3.0How to Find the Area Under a Curve That is Between Two Values?

1. Find the points of intersection by solving f(x) = g(x).
2. Set correct limits of integration based on the intersection points.
3. Identify which function is on top (upper curve) and which is below (lower curve).
4. Use the area between two curves formula with correct limits.
5. Solve the definite integral to get the area.

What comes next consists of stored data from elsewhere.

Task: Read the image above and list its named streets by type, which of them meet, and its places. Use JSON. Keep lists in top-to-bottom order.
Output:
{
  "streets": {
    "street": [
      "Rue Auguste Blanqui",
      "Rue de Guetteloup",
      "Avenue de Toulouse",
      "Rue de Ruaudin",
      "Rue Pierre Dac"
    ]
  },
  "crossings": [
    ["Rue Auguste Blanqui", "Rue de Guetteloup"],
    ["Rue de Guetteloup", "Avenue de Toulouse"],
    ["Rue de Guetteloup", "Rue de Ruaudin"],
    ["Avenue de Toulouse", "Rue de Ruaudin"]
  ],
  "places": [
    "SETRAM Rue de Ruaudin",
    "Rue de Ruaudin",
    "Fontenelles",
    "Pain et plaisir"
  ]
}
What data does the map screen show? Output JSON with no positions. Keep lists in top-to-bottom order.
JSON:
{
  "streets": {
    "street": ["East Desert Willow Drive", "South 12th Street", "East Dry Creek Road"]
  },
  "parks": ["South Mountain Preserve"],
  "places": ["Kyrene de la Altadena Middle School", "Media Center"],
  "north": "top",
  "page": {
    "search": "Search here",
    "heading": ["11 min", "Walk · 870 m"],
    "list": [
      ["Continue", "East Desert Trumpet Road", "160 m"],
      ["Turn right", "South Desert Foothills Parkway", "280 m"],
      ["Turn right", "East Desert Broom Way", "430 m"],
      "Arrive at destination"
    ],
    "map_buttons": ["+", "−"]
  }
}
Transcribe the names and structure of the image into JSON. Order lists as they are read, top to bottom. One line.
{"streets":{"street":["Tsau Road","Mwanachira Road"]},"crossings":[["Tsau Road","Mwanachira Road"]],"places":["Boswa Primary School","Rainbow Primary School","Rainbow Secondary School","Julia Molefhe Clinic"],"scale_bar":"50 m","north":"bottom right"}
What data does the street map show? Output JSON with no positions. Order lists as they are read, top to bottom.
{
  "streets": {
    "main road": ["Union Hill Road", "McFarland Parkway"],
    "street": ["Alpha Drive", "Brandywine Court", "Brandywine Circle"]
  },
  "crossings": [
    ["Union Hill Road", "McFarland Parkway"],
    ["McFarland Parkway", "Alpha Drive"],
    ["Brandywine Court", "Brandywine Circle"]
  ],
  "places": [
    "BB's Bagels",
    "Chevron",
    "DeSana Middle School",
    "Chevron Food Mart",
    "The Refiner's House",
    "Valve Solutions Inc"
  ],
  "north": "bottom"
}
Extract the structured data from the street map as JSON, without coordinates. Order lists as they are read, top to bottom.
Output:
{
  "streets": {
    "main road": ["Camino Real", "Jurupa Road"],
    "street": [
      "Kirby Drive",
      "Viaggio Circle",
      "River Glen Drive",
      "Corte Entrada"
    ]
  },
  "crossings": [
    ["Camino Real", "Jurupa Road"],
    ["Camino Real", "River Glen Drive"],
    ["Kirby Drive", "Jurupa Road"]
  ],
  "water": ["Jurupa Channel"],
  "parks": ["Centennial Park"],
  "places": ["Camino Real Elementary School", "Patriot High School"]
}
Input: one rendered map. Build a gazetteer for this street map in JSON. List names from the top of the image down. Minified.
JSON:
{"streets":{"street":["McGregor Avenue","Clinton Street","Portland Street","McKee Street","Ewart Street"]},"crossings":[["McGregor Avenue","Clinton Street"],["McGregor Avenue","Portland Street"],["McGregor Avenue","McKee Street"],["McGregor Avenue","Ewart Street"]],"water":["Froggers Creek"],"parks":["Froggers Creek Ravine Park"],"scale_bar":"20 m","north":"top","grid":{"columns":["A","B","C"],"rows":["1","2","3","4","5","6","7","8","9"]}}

4.0Area Between Two Compound Curves

In cases involving compound curves (multiple intersections or changing upper/lower curves), split the integration into sections where one curve stays above the other and apply the area formula separately for each section.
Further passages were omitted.